Буров задумывается. Он знает, что сейчас начнется все тот же бесконечный разговор, который повторяется по три, по четыре раза в день. Каким образом вести разведку? Этот вопрос мучает каждого.
— Валуны, кругом валуны, значит, есть и коренное месторождение, — не дождавшись ответа, говорит Корнев.
— Валуны и приведут нас к месторождению, — собравшись с силами, отвечает Буров.
— Вы, значит, не отказываетесь от своего предположения?
— Совсем наоборот. Чем больше раздумываю, тем сильнее убеждаюсь в своей правоте.
— Валунные поиски! — усмехается Корнев. — В мое время так искали только золото. И то больше надеялись на счастье.
— И счастье вывозило? — точно так же усмехаясь, спрашивает Буров.
— Не всегда. Я завидую вам, Евгений… Евгений Сергеевич, молодости легко решаться на безрассудства. Но ваши «валунные поиски», к сожалению, — детская выдумка, заманчивая яркая фантазия. И я не позволю, слышите, не позволю заниматься глупостями.

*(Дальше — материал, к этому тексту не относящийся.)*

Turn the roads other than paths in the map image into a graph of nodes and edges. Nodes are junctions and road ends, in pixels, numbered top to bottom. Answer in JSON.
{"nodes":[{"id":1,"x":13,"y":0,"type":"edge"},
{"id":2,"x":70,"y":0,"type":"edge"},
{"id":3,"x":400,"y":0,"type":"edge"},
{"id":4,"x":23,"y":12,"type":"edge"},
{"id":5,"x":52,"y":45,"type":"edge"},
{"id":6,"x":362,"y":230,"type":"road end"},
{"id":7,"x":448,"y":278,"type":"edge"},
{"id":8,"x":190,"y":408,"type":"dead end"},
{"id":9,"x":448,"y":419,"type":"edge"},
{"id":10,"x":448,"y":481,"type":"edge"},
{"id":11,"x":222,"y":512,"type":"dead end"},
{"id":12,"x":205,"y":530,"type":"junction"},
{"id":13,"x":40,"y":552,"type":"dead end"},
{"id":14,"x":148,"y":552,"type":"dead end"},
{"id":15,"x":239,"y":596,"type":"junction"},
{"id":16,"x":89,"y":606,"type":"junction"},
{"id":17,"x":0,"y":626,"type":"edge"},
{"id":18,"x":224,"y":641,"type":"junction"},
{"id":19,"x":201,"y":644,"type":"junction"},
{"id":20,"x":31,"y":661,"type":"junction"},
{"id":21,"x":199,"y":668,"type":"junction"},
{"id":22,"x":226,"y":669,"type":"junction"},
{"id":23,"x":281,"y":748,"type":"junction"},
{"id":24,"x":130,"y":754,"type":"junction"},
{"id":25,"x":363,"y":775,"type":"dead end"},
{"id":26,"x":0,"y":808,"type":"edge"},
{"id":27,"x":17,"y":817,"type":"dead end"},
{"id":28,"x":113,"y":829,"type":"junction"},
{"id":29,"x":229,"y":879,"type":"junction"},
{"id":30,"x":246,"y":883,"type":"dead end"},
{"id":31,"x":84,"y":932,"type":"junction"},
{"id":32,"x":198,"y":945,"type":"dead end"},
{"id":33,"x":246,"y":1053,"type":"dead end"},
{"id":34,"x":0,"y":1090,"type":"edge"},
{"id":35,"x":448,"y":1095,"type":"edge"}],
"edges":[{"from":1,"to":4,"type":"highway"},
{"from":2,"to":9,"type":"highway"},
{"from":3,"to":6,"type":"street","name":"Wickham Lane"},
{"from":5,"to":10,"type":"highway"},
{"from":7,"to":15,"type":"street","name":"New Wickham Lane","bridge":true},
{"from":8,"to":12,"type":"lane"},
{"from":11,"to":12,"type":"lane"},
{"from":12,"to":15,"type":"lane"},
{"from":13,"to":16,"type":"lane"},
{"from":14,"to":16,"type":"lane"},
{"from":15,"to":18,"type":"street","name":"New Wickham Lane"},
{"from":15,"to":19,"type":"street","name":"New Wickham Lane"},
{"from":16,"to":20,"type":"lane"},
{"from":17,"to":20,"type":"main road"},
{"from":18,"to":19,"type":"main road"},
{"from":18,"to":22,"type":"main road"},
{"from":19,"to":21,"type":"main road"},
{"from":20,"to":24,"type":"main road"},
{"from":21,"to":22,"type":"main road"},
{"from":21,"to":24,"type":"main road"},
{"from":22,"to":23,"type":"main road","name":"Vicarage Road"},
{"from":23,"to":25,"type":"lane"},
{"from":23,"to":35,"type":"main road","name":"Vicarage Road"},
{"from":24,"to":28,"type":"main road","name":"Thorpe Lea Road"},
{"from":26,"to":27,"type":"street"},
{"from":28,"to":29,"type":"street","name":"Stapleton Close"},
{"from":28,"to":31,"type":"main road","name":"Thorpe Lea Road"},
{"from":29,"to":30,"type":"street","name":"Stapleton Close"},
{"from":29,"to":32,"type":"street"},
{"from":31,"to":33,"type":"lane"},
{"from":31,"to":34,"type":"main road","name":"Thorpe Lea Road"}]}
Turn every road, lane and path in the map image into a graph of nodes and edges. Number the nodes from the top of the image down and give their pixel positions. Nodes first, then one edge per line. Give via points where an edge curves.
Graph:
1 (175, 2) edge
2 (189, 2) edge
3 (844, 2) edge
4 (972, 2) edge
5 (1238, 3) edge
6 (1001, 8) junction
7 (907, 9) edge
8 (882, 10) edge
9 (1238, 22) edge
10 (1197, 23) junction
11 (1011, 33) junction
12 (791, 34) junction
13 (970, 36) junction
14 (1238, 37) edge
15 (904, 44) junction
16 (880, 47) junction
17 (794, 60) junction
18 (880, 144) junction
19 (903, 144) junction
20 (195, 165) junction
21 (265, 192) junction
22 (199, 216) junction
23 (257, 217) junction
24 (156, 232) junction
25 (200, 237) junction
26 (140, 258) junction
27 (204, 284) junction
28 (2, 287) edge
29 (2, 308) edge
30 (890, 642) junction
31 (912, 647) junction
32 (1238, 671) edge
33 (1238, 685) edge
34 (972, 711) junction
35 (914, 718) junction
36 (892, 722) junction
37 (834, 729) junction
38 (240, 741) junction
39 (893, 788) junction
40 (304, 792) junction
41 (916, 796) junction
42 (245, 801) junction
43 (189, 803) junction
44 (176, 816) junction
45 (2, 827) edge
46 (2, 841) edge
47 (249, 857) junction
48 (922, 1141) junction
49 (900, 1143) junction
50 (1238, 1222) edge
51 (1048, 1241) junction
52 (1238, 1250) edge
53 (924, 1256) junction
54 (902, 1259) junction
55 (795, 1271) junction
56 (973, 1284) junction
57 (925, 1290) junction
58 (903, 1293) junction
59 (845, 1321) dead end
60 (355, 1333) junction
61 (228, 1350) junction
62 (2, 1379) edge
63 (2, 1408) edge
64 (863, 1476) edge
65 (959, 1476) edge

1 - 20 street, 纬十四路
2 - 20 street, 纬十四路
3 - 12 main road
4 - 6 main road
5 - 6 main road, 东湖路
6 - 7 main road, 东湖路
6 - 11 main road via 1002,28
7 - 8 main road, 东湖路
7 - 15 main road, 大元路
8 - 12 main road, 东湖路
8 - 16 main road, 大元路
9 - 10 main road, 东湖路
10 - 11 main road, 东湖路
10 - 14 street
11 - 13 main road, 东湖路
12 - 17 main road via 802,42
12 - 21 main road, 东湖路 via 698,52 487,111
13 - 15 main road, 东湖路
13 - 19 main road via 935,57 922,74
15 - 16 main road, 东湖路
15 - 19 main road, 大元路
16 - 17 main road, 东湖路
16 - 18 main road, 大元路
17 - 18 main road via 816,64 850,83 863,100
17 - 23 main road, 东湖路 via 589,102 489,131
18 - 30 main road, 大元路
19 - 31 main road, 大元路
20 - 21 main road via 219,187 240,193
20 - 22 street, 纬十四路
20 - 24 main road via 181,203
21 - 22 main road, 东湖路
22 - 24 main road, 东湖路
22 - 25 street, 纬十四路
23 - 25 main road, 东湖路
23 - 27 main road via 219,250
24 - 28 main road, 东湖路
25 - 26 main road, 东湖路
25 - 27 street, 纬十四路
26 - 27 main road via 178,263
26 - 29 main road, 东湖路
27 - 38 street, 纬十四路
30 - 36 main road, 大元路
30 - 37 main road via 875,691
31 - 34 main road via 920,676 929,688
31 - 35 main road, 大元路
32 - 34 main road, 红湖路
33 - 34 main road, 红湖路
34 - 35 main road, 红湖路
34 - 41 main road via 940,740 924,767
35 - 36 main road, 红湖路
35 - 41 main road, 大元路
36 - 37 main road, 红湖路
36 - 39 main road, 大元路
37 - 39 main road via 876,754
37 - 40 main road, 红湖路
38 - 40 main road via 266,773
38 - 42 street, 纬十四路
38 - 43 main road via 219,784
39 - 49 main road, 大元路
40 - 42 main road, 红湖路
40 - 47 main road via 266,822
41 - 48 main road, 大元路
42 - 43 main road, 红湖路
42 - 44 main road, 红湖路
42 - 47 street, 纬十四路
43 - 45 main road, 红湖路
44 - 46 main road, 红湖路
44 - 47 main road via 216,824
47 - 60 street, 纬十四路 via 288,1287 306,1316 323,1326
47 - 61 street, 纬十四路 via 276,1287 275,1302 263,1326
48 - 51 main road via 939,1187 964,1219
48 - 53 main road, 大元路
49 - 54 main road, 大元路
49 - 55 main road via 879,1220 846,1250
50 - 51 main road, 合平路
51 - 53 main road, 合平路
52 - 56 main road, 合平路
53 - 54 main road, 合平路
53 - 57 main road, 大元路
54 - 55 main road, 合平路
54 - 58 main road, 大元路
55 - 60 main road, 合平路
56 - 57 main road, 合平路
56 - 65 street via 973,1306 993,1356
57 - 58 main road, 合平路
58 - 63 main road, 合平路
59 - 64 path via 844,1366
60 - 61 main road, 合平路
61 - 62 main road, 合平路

— Что ж, ведите съемку от Ялпин-Нёра до Тельпосиза — всего триста километров расстояния. Не правда ли, пустяки? Лет за пять можно кончить, — жестко произносит Буров и тянется к кисету Корнева.
— Дайте и мне, старику, слово сказать, — неожиданно вмешивается в разговор Зверев.

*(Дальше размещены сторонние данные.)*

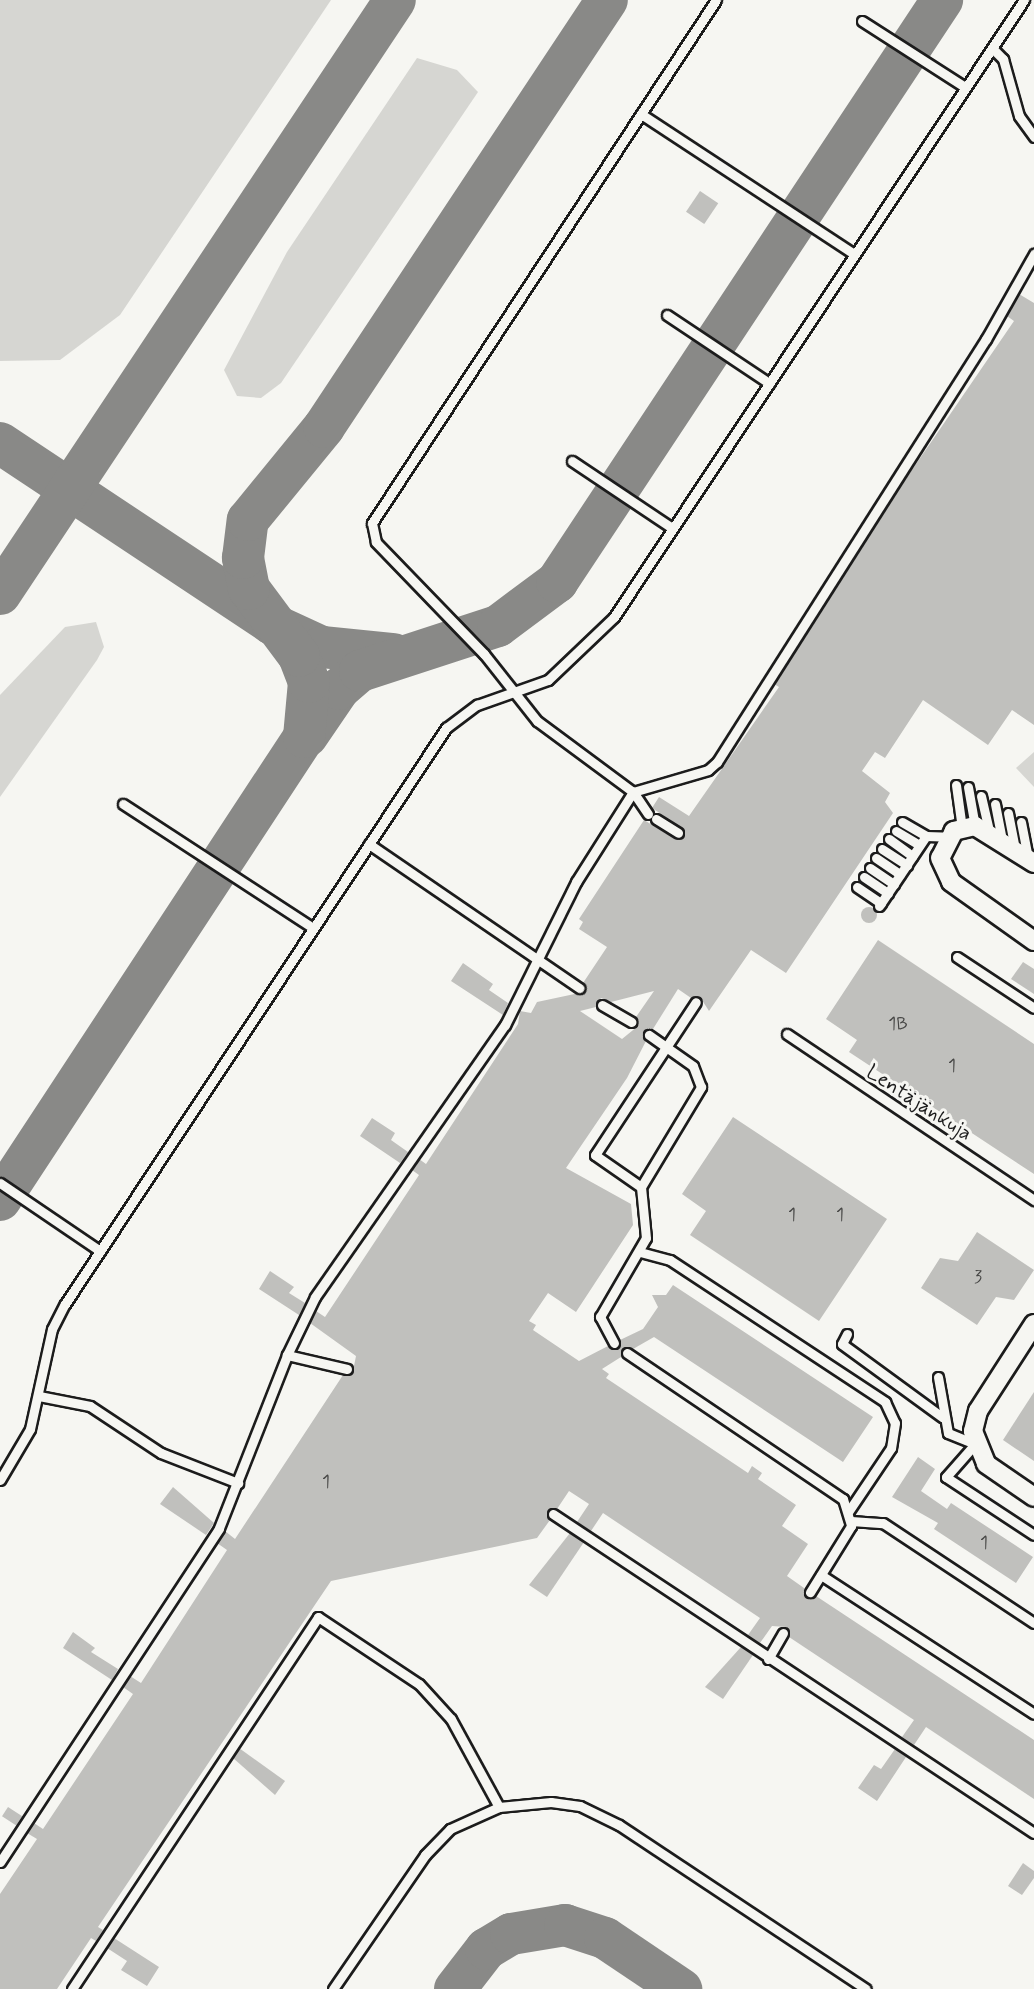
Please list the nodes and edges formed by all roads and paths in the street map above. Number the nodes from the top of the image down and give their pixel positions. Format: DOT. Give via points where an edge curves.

— Ну, говори, говори, — соглашается Корнев.
— Тут и спорить не о чем. Была бы лошадь, а хомут найдется. А хомут и есть Медная гора. От счастья никто не бежит. Только из рук нельзя его выпускать, это известно. Снова на озеро идти надо, вот что.
— Нет, не выйдет по-твоему, старик. У озера Амнеш медной руды нет. Не те породы, не те условия залегания, — качает головой Корнев.

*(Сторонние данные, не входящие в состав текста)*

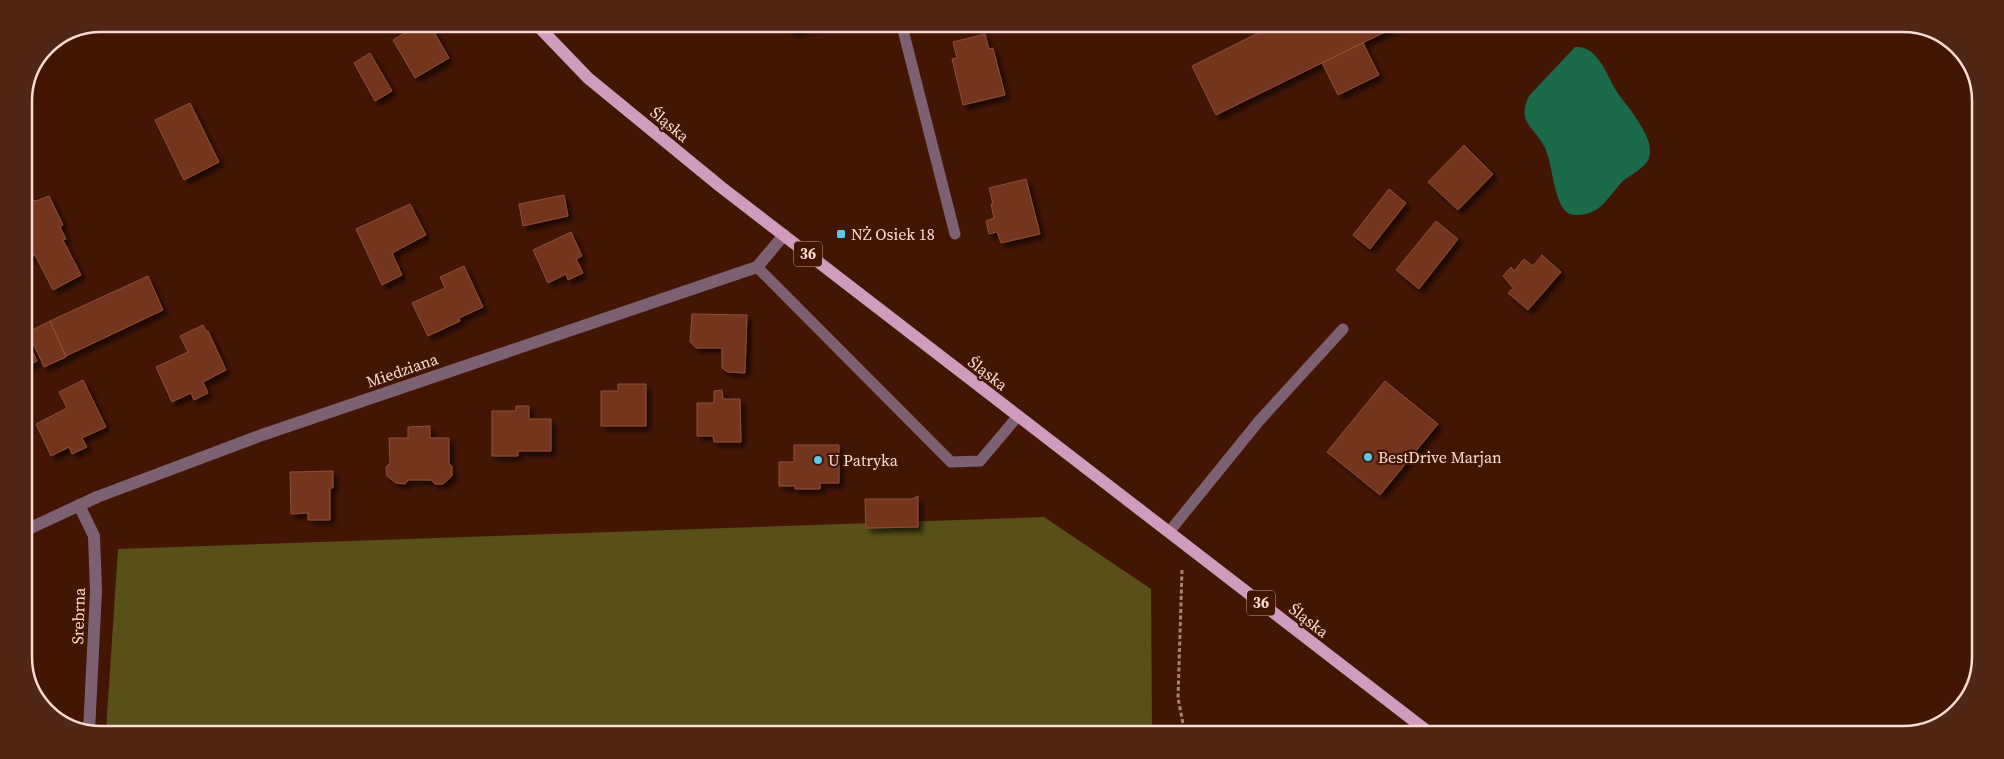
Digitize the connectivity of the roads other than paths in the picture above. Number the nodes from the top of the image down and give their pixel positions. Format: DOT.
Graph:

— Природа-то умней человека, она по-разному делает, — ворчит Зверев.
— Ты скажи — разве по тундре елка вырастает? — пытается убедить старика Корнев.
— Где же ей на тундре вырасти.
— То же и камни. Одни в одном месте, другие — в другом.
— То елка, а то камни, — возражает старик. — Дерево свою жизнь имеет, потому и не живет на тундре. А камни что? Камни — они мертвые.
Уже пятый чайник вносит Григорий Хромых в палатку начальника. Он ставит чайник на вьючный ящик, заменяющий стол, и, чтобы не помешать спорящим, незаметно возвращается к костру.
В палатке оплывают свечи. Они горят тускло, неровно, словно шахтерские лампочки в тесном забое. И в сумраке не различить лица Угрюмого, растянувшегося на куче свежих еловых ветвей. Ситцевая короткая рубаха выползла из штанов, ворот до отказа распахнут. Крупные капли пота блестят на его груди, покрытой густой порослью седых волос. Пот грязными тонкими струйками стекает по лицу; Угрюмый вытирает его мокрым рукавом рубахи и наливает себе неизвестно которую кружку чая.